Excerpt from The Life of Lazarillo of Tormes: His Fortunes and Misfortunes as Told by Himself, by Anonymous

So that matters wouldn't get any worse, the poor woman went ahead
and carried out the sentence. And to avoid any danger and get
away from wagging tongues, she went to work as a servant for the
people who were living at the Solano Inn then. And there, while
putting up with all kinds of indignities, she managed to raise my
little brother until he knew how to walk. And she even raised me
to be a good little boy who would take wine and candles to the
guests and do whatever else they told me.

About this time a blind man came by and stayed at the inn. He
thought I would be a good guide for him, so he asked my mother if
I could serve him, and she said I could. She told him what a
good man my father had been and how he'd died in the battle of
Gelves for the holy faith. She said she trusted God that I
wouldn't turn out any worse a man than my father, and she begged
him to be good to me and look after me, since I would be an
orphan now. He told her he would and said that I wouldn't be a
servant to him, but a son. And so I began to serve and guide my
new old master.

After he had been in Salamanca a few days, my master wasn't happy
with the amount of money he was taking in, and he decided to go
somewhere else.
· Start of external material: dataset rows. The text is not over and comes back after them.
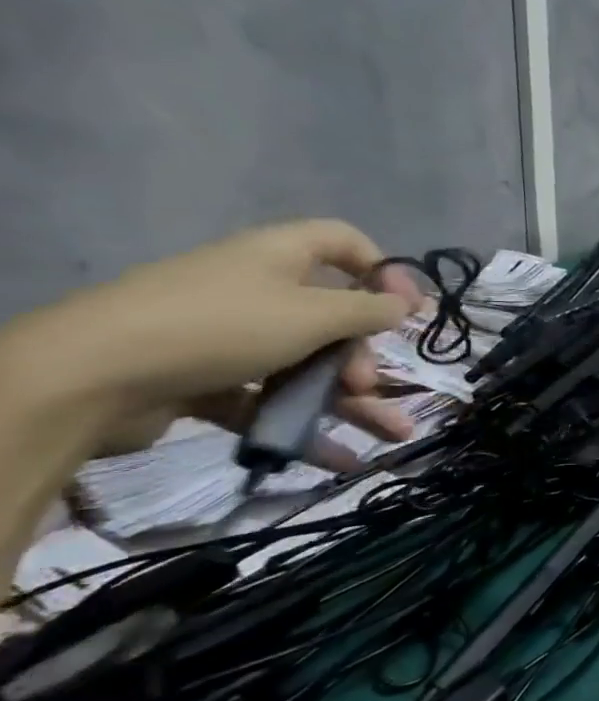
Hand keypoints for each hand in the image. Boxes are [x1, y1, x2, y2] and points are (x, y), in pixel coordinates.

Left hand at [0, 220, 423, 458]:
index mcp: (278, 256)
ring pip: (306, 363)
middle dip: (362, 355)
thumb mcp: (313, 314)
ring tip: (391, 432)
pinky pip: (269, 397)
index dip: (384, 271)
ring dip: (350, 399)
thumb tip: (402, 306)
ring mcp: (227, 335)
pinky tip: (338, 456)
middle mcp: (255, 288)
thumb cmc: (221, 326)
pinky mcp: (203, 378)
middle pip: (331, 315)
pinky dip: (304, 424)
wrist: (87, 378)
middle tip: (367, 384)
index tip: (408, 309)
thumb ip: (369, 311)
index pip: (344, 243)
So when we were ready to leave, I went to see my
mother. And with both of us crying she gave me her blessing and
said, "Son, I know that I'll never see you again. Try to be
good, and may God be your guide. I've raised you and given you
to a good master; take good care of yourself."


Explanation

This excerpt from The Life of Lazarillo of Tormes (1554), an anonymous picaresque novel, offers a pivotal moment in the protagonist’s early life, marking his transition from childhood dependence to the harsh realities of survival in 16th-century Spain. The passage is rich in social commentary, irony, and pathos, while also establishing key themes of the novel: poverty, deception, maternal sacrifice, and the hypocrisy of institutional power. Below is a detailed breakdown of the text, focusing on its narrative techniques, thematic depth, and stylistic choices.


Context of the Excerpt

The Life of Lazarillo of Tormes is the foundational work of the picaresque genre, a first-person narrative following the misadventures of a pícaro (rogue) from a low social class. The novel is framed as an autobiographical letter, with Lazarillo recounting his life to an unnamed recipient (likely a high-ranking official) to explain his current circumstances. The excerpt occurs early in the story, after Lazarillo’s father (a miller) dies in battle and his mother, Tome González, is left destitute. She turns to domestic work at the Solano Inn in Salamanca, where she raises Lazarillo and his younger brother in poverty.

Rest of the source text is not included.